Le regole per le raccolte
Secondo il professor Marco Grumo, docente di Economia aziendale in Università Cattolica, la beneficenza rientra nelle cosiddette “erogazioni liberali”: donazioni di denaro, beni o servizi destinate a una causa sociale senza ricevere una prestazione economica in cambio. Gli enti del Terzo settore devono rispettare precise regole nella gestione delle raccolte e documentare entrate e uscite: per scegliere un’organizzazione affidabile bisogna quindi verificare la credibilità dell’ente e del progetto, gli investimenti effettuati e, soprattutto, la rendicontazione. La trasparenza, infatti, è una delle principali fonti di credibilità. Anche la fretta deve insospettire: un’organizzazione seria non dovrebbe esercitare pressioni per ottenere subito una donazione, ma costruire nel tempo un rapporto stabile con i propri sostenitori.
Il modello Caritas
Un esempio concreto è Caritas ambrosiana, che nel 2025 ha gestito 52 raccolte fondi. Prima di avviare una campagna, i progetti vengono valutati e considerati sostenibili; successivamente le attività vengono monitorate da responsabili e project manager. L’87% delle somme raccolte viene destinato ai progetti, mentre il restante 13% copre le spese generali e di comunicazione. Al termine degli interventi vengono pubblicate le rendicontazioni, permettendo ai donatori di conoscere la destinazione delle risorse.
La trasparenza serve anche a evitare errori. È necessario distinguere le spese direttamente legate ai progetti da quelle necessarie al funzionamento dell’organizzazione e comunicare chiaramente ai sostenitori come vengono utilizzati i fondi. Anche i social possono essere strumenti utili, soprattutto per raccontare lo sviluppo dei progetti, mentre sono più rischiose le campagne basate sul clickbait e sul pietismo, che sfruttano immagini scioccanti per ottenere donazioni immediate.
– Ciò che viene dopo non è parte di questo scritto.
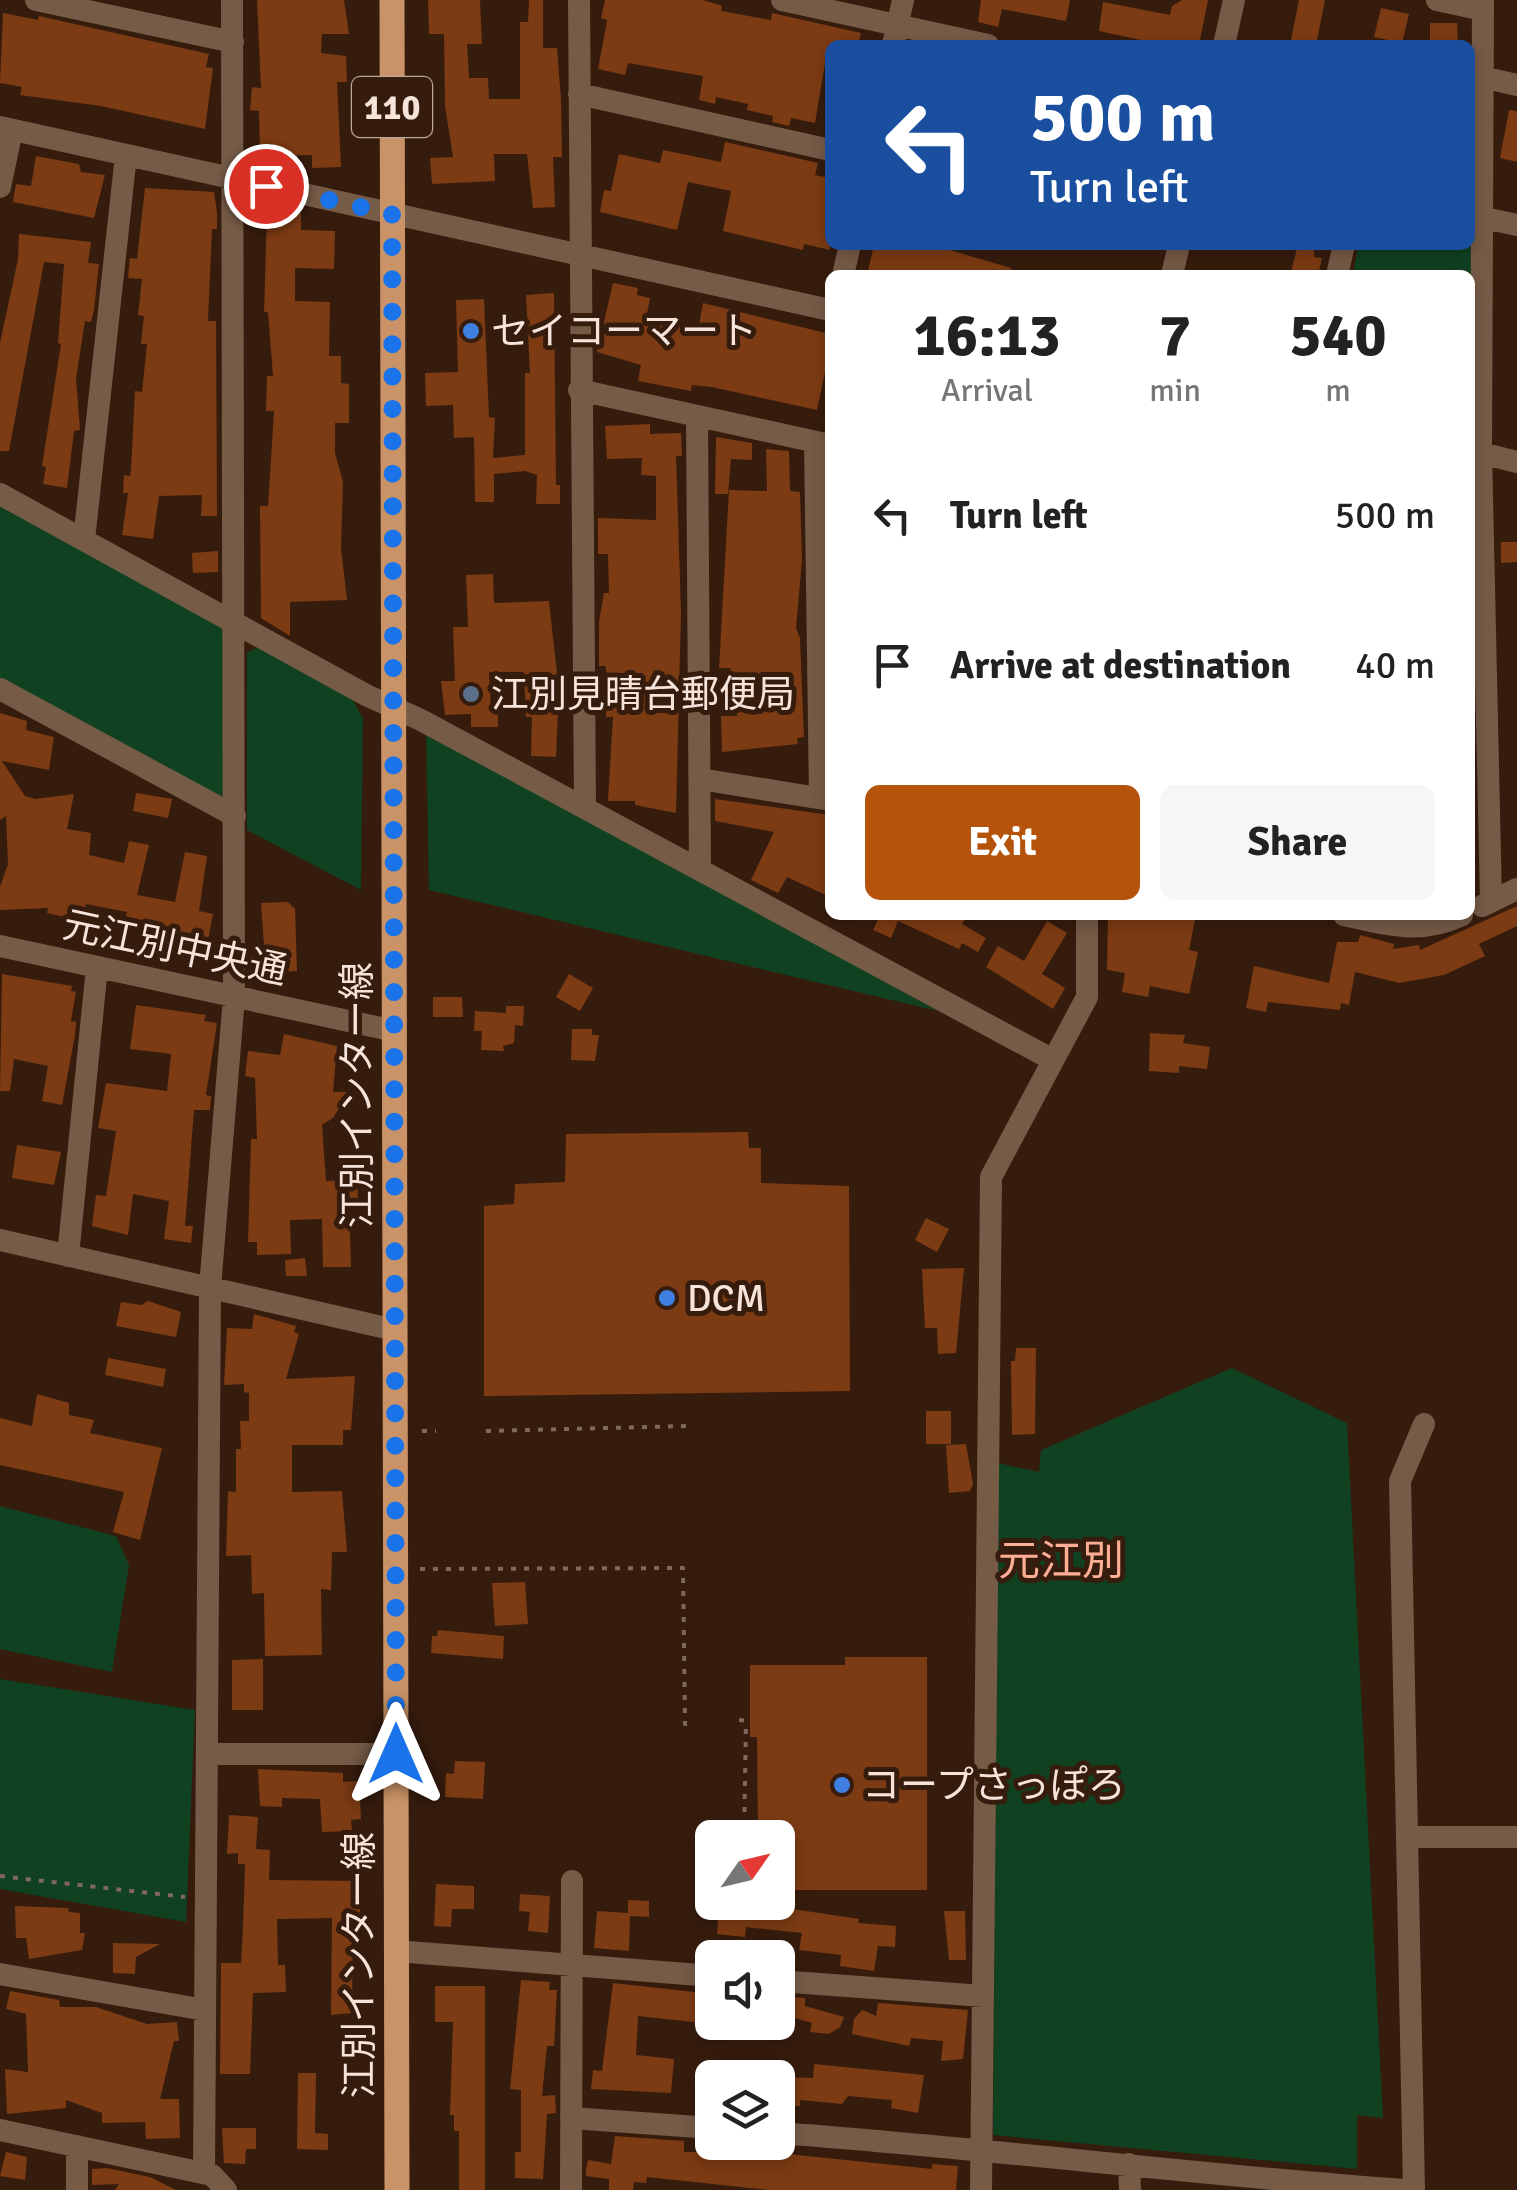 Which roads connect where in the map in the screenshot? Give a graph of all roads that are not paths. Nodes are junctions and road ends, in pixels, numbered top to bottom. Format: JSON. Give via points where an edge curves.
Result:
{"nodes":[{"id":1,"x":36,"y":0,"type":"edge"},
{"id":2,"x":232,"y":0,"type":"edge"},
{"id":3,"x":392,"y":0,"type":"edge"},
{"id":4,"x":580,"y":0,"type":"edge"},
{"id":5,"x":782,"y":0,"type":"edge"},
{"id":6,"x":903,"y":0,"type":"edge"},
{"id":7,"x":1234,"y":0,"type":"edge"},
{"id":8,"x":1437,"y":0,"type":"edge"},
{"id":9,"x":1482,"y":5,"type":"edge"},
{"id":10,"x":896,"y":35,"type":"edge"},
{"id":11,"x":942,"y":40,"type":"edge"},
{"id":12,"x":1225,"y":40,"type":"edge"},
{"id":13,"x":233,"y":42,"type":"junction"},
{"id":14,"x":1482,"y":77,"type":"junction"},
{"id":15,"x":1517,"y":85,"type":"edge"},
{"id":16,"x":579,"y":94,"type":"junction"},
{"id":17,"x":6,"y":128,"type":"edge"},
{"id":18,"x":1476,"y":129,"type":"edge"},
{"id":19,"x":825,"y":149,"type":"edge"},
{"id":20,"x":126,"y":155,"type":"junction"},
{"id":21,"x":235,"y":179,"type":"junction"},
{"id":22,"x":0,"y":187,"type":"edge"},
{"id":23,"x":392,"y":214,"type":"junction"},
{"id":24,"x":1480,"y":217,"type":"junction"},
{"id":25,"x":1517,"y":225,"type":"edge"},
{"id":26,"x":578,"y":255,"type":"junction"},
{"id":27,"x":825,"y":309,"type":"edge"},
{"id":28,"x":579,"y":390,"type":"junction"},
{"id":29,"x":697,"y":416,"type":"junction"},
{"id":30,"x":822,"y":444,"type":"edge"},
{"id":31,"x":1475,"y":451,"type":"edge"},
{"id":32,"x":1517,"y":462,"type":"edge"},
{"id":33,"x":0,"y":494,"type":"edge"},
{"id":34,"x":84,"y":540,"type":"junction"},
{"id":35,"x":1477,"y":571,"type":"edge"},
{"id":36,"x":237,"y":624,"type":"junction"},
{"id":37,"x":0,"y":688,"type":"edge"},
{"id":38,"x":1479,"y":697,"type":"edge"},
{"id":39,"x":394,"y":706,"type":"junction"},
{"id":40,"x":700,"y":778,"type":"junction"},
{"id":41,"x":825,"y":798,"type":"edge"},
{"id":42,"x":585,"y":808,"type":"junction"},
{"id":43,"x":236,"y":816,"type":"junction"},
{"id":44,"x":1480,"y":822,"type":"edge"},
{"id":45,"x":700,"y":870,"type":"junction"},
{"id":46,"x":1517,"y":889,"type":"edge"},
{"id":47,"x":1481,"y":906,"type":"edge"},
{"id":48,"x":1087,"y":920,"type":"edge"},
{"id":49,"x":1366,"y":920,"type":"edge"},
{"id":50,"x":1451,"y":920,"type":"edge"},
{"id":51,"x":0,"y":946,"type":"edge"},
{"id":52,"x":97,"y":967,"type":"junction"},
{"id":53,"x":234,"y":996,"type":"junction"},
{"id":54,"x":394,"y":1031,"type":"junction"},
{"id":55,"x":1053,"y":1060,"type":"junction"},
{"id":56,"x":0,"y":1240,"type":"edge"},
{"id":57,"x":68,"y":1256,"type":"junction"},
{"id":58,"x":210,"y":1288,"type":"junction"},
{"id":59,"x":395,"y":1330,"type":"junction"},
{"id":60,"x":1424,"y":1424,"type":"dead end"},
{"id":61,"x":206,"y":1754,"type":"junction"},
{"id":62,"x":396,"y":1754,"type":"junction"},
{"id":63,"x":1407,"y":1837,"type":"junction"},
{"id":64,"x":1517,"y":1838,"type":"edge"},
{"id":65,"x":572,"y":1881,"type":"dead end"},
{"id":66,"x":396,"y":1951,"type":"junction"},
{"id":67,"x":573,"y":1966,"type":"junction"},
{"id":68,"x":0,"y":1974,"type":"edge"},
{"id":69,"x":695,"y":1975,"type":"edge"},
{"id":70,"x":795,"y":1982,"type":"edge"},
{"id":71,"x":983,"y":1996,"type":"junction"},
{"id":72,"x":205,"y":2010,"type":"junction"},
{"id":73,"x":571,"y":2118,"type":"junction"},
{"id":74,"x":695,"y":2127,"type":"edge"},
{"id":75,"x":0,"y":2130,"type":"edge"},
{"id":76,"x":795,"y":2134,"type":"edge"},
{"id":77,"x":77,"y":2146,"type":"junction"},
{"id":78,"x":981,"y":2147,"type":"junction"},
{"id":79,"x":1129,"y":2164,"type":"junction"},
{"id":80,"x":204,"y":2173,"type":"junction"},
{"id":81,"x":1264,"y":2185,"type":"edge"},
{"id":82,"x":78,"y":2190,"type":"edge"},
{"id":83,"x":226,"y":2190,"type":"edge"},
{"id":84,"x":397,"y":2190,"type":"edge"},
{"id":85,"x":571,"y":2190,"type":"edge"},
{"id":86,"x":981,"y":2190,"type":"edge"},
{"id":87,"x":1130,"y":2190,"type":"edge"},
{"id":88,"x":1404,"y":2190,"type":"edge"},
{"id":89,"x":1414,"y":2190,"type":"edge"}],
"edges":[{"from":1,"to":13,"type":"street"},
{"from":2,"to":13,"type":"street"},
{"from":3,"to":23,"type":"main road","name":"江別インター線","number":"110"},
{"from":4,"to":16,"type":"street"},
{"from":5,"to":10,"type":"street"},
{"from":6,"to":10,"type":"street"},
{"from":7,"to":12,"type":"street"},
{"from":8,"to":9,"type":"street"},
{"from":9,"to":14,"type":"street"},
{"from":10,"to":11,"type":"street"},
{"from":13,"to":21,"type":"street"},
{"from":14,"to":15,"type":"street"},
{"from":14,"to":18,"type":"street"},
{"from":16,"to":19,"type":"street"},
{"from":16,"to":26,"type":"street"},
{"from":17,"to":20,"type":"street"},
{"from":17,"to":22,"type":"street"},
{"from":18,"to":24,"type":"street"},
{"from":20,"to":21,"type":"street"},
{"from":20,"to":34,"type":"street"},
{"from":21,"to":23,"type":"street"},
{"from":21,"to":36,"type":"street"},
{"from":23,"to":26,"type":"street"},
{"from":23,"to":39,"type":"main road","name":"江別インター線","number":"110"},
{"from":24,"to":25,"type":"street"},
{"from":24,"to":31,"type":"street"},
{"from":26,"to":27,"type":"street"},
{"from":26,"to":28,"type":"street"},
{"from":28,"to":29,"type":"street"},
{"from":28,"to":42,"type":"street"},
{"from":29,"to":30,"type":"street"},
{"from":29,"to":40,"type":"street"},
{"from":30,"to":41,"type":"street"},
{"from":31,"to":32,"type":"street"},
{"from":31,"to":35,"type":"street"},
{"from":33,"to":34,"type":"street"},
{"from":34,"to":36,"type":"street"},
{"from":35,"to":38,"type":"street"},
{"from":36,"to":39,"type":"street"},
{"from":36,"to":43,"type":"street"},
{"from":37,"to":43,"type":"street"},
{"from":38,"to":44,"type":"street"},
{"from":39,"to":42,"type":"street"},
{"from":39,"to":54,"type":"main road","name":"江別インター線","number":"110"},
{"from":40,"to":41,"type":"street"},
{"from":40,"to":45,"type":"street"},
{"from":42,"to":45,"type":"street"},
{"from":43,"to":53,"type":"street"},
{"from":44,"to":47,"type":"street"},
{"from":45,"to":55,"type":"street"},
{"from":46,"to":47,"type":"street"},
{"from":48,"to":55,"type":"street","via":[[1087,997]]},
{"from":49,"to":50,"type":"street","via":[[1411,930]]},
{"from":51,"to":52,"type":"street","name":"元江別中央通"},
{"from":52,"to":53,"type":"street","name":"元江別中央通"},
{"from":52,"to":57,"type":"street"},
{"from":53,"to":54,"type":"street","name":"元江別中央通"},
{"from":53,"to":58,"type":"street"},
{"from":54,"to":59,"type":"main road","name":"江別インター線","number":"110"},
{"from":55,"to":71,"type":"street","via":[[991,1178]]},
{"from":56,"to":57,"type":"street"},
{"from":57,"to":58,"type":"street"},
{"from":58,"to":59,"type":"street"},
{"from":58,"to":61,"type":"street"},
{"from":59,"to":62,"type":"main road","name":"江別インター線","number":"110"},
{"from":60,"to":63,"type":"street","via":[[1400,1481]]},
{"from":61,"to":62,"type":"street"},
{"from":61,"to":72,"type":"street"},
{"from":62,"to":66,"type":"main road","name":"江別インター線","number":"110"},
{"from":63,"to":64,"type":"street"},
{"from":63,"to":89,"type":"street"},
{"from":65,"to":67,"type":"street"},
{"from":66,"to":67,"type":"street"},
{"from":66,"to":84,"type":"main road","name":"江別インター線","number":"110"},
{"from":67,"to":69,"type":"street"},
{"from":67,"to":73,"type":"street"},
{"from":68,"to":72,"type":"street"},
{"from":70,"to":71,"type":"street"},
{"from":71,"to":78,"type":"street"},
{"from":72,"to":80,"type":"street"},
{"from":73,"to":74,"type":"street"},
{"from":73,"to":85,"type":"street"},
{"from":75,"to":77,"type":"street"},
{"from":76,"to":78,"type":"street"},
{"from":77,"to":80,"type":"street"},
{"from":77,"to":82,"type":"street"},
{"from":78,"to":79,"type":"street"},
{"from":78,"to":86,"type":"street"},
{"from":79,"to":81,"type":"street"},
{"from":79,"to":87,"type":"street"},
{"from":80,"to":83,"type":"street"},
{"from":81,"to":88,"type":"street"}]} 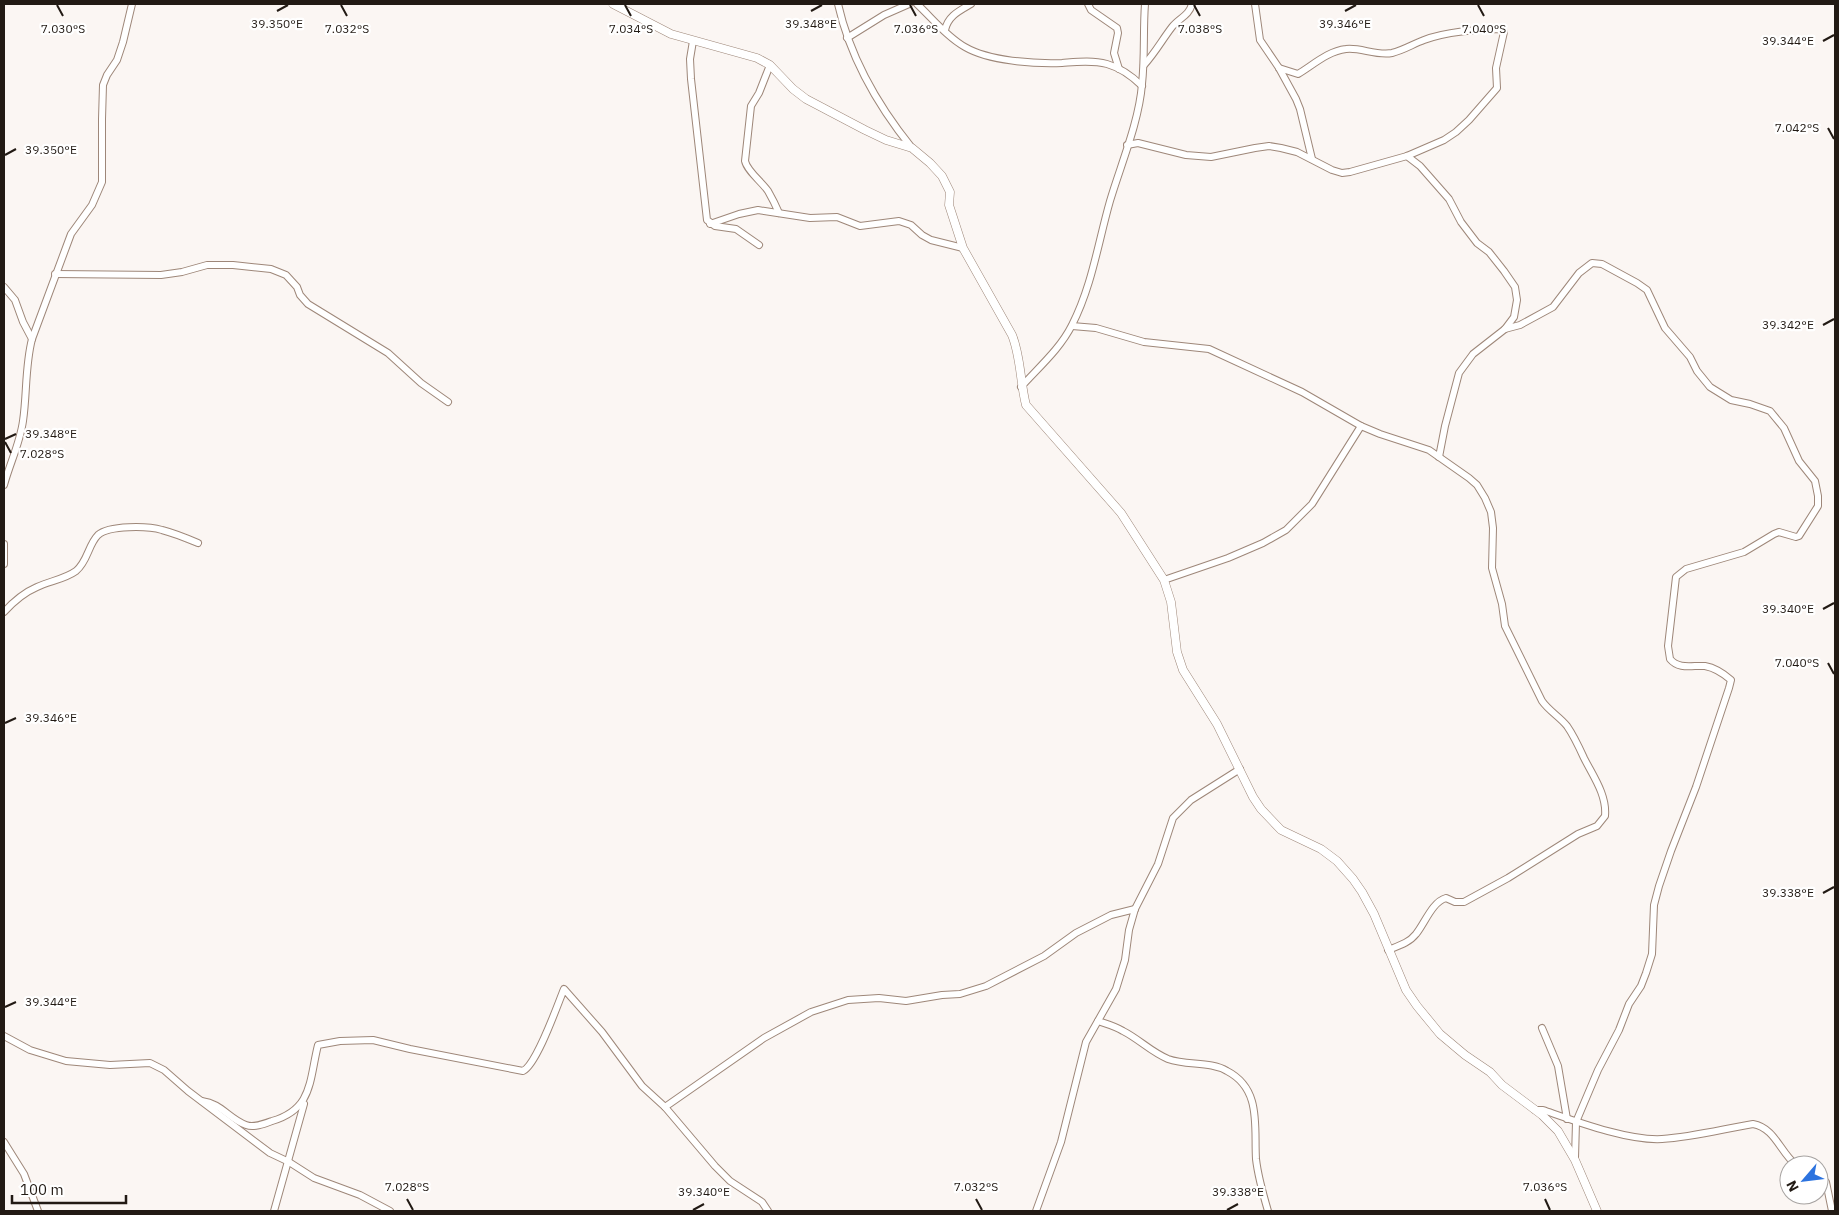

Per fare beneficenza in modo responsabile bisogna quindi verificare l’identità dell’ente, informarsi sul progetto e controllare che siano disponibili bilanci e rendicontazioni. La donazione non dovrebbe dipendere soltanto dall’emozione suscitata da un’immagine o da un’emergenza, ma dalla fiducia costruita attraverso informazioni e controlli. In questo modo si possono sostenere organizzazioni realmente affidabili, capaci di dimostrare dove vengono impiegate le risorse ricevute e quali risultati producono.